The Extraordinary Wallflower

Creative Writing - Prose - Transformation

by Marissa Priddis

She'd never understood the word "wallflower."

She rarely reclined against walls, and she certainly wasn't a flower.

But she'd been called a wallflower enough in her life to know it was exactly how people saw her. Friends, teachers, her mother, her piano teacher in third grade. . . they had all called her a wallflower at one point or another.

So a wallflower she must be.

And yet, here she was, carefully applying stage makeup to her cheeks and trying not to think about her imminent stage debut in the annual school play.

Her hands shook as she carefully lined her eyes with kohl, trying not to think about the auditorium that was slowly filling up with classmates, families and teachers who were eager to see a performance of "She Stoops to Conquer."

Classmates, families and teachers who knew her only as that "quiet girl."

"The chick who reads all the time."

"That one girl. . . what's her name?"

She may not like the word, but wallflower was certainly what they all thought of her.

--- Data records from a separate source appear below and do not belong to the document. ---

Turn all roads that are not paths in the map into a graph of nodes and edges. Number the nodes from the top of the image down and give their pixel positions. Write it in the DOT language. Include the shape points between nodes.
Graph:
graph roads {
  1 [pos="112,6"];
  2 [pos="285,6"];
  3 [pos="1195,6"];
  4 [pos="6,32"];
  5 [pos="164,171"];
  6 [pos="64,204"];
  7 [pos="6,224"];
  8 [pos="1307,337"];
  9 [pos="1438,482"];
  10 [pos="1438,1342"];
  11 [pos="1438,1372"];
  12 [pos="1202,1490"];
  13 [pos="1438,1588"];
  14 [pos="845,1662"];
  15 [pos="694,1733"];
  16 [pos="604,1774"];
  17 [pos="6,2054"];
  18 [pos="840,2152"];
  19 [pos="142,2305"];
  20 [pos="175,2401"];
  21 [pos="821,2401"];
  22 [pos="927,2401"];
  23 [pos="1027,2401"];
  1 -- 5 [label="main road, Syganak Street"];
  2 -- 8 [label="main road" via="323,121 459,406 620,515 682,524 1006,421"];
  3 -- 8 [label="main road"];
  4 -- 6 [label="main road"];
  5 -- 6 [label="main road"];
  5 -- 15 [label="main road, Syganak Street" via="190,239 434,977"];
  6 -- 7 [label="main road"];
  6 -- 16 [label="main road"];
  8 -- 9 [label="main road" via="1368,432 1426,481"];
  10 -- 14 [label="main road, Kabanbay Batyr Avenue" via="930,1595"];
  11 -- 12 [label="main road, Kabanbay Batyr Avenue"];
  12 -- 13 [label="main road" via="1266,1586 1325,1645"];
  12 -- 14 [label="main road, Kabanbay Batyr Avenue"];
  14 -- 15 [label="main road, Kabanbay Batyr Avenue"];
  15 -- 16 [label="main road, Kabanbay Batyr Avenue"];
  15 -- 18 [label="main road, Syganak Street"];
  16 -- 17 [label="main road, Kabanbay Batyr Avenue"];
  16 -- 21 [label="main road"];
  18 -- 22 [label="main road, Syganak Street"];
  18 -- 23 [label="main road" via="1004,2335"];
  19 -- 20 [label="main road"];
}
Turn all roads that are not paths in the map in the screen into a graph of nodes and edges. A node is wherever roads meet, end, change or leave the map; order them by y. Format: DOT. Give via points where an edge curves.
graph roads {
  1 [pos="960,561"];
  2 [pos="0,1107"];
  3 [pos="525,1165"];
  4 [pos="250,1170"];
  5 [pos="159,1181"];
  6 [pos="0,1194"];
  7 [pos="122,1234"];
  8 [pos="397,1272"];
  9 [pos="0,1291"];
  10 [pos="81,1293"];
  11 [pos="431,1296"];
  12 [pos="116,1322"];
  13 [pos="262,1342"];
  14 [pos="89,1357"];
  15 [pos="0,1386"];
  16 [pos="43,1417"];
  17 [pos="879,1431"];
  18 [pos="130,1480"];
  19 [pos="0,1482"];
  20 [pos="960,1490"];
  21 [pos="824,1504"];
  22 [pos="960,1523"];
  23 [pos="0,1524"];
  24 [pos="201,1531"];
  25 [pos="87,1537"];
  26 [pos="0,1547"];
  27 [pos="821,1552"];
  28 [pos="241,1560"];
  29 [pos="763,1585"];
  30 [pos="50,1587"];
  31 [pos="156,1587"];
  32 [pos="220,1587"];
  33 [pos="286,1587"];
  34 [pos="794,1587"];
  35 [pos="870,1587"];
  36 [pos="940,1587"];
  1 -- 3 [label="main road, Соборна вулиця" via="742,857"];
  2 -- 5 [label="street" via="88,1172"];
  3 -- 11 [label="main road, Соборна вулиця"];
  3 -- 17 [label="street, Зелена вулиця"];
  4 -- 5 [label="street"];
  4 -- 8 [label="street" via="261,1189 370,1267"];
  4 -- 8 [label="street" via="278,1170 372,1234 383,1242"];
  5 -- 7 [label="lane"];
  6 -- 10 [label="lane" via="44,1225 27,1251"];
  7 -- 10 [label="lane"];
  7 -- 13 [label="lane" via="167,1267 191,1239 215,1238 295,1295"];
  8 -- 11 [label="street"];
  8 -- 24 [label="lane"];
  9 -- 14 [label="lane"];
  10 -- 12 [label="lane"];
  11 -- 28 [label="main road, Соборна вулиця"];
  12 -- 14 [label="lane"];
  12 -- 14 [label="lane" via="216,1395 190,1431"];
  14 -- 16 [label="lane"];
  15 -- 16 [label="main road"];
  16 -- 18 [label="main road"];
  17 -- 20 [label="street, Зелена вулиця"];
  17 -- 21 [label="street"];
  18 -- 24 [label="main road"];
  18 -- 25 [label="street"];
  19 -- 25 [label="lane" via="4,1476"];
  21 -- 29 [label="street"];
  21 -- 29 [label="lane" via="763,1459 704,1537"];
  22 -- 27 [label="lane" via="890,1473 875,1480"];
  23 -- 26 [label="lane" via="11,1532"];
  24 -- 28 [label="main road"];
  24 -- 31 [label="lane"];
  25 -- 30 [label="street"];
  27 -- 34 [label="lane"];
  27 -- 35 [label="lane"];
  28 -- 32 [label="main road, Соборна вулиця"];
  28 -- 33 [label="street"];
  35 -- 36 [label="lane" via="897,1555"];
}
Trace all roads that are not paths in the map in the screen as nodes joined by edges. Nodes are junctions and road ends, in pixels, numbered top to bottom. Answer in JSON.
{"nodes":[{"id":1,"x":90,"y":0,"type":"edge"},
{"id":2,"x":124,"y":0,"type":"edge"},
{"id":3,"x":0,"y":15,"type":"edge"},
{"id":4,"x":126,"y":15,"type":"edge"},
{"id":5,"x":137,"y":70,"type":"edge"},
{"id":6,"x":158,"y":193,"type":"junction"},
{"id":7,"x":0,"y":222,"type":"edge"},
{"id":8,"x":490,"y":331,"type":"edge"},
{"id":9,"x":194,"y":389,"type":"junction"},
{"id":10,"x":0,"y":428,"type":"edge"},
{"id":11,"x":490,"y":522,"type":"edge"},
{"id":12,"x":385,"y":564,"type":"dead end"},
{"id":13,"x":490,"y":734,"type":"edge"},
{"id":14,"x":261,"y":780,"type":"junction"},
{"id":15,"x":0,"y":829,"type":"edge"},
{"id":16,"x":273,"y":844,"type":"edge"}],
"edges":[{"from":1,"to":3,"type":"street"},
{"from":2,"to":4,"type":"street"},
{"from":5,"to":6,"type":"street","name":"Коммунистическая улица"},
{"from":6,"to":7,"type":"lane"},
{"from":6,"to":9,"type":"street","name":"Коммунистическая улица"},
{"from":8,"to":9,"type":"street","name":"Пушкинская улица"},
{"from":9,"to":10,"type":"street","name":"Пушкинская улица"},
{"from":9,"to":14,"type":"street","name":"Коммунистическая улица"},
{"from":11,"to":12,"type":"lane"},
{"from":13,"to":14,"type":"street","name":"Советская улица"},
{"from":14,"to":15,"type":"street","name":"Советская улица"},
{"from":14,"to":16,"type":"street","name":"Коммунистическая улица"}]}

Not that she could blame them for thinking that of her. In her seventeen years, she couldn't think of a single thing she had ever done that was remarkable or amazing or even remotely noteworthy. She got good grades, she was an obedient daughter, and she'd never been called to the principal's office.

Some might call her boring. She preferred to think of herself as mature.

And yet, as graduation drew closer and the threat of college loomed in her mind, she felt the need to do something. . .

Extraordinary.

Her hands had shaken so badly the day of auditions that she had dropped her script twice. Her normally clear voice had wavered uncontrollably as she recited her memorized monologue. Her knees felt like a pair of castanets knocking together as she stood alone on the enormous stage.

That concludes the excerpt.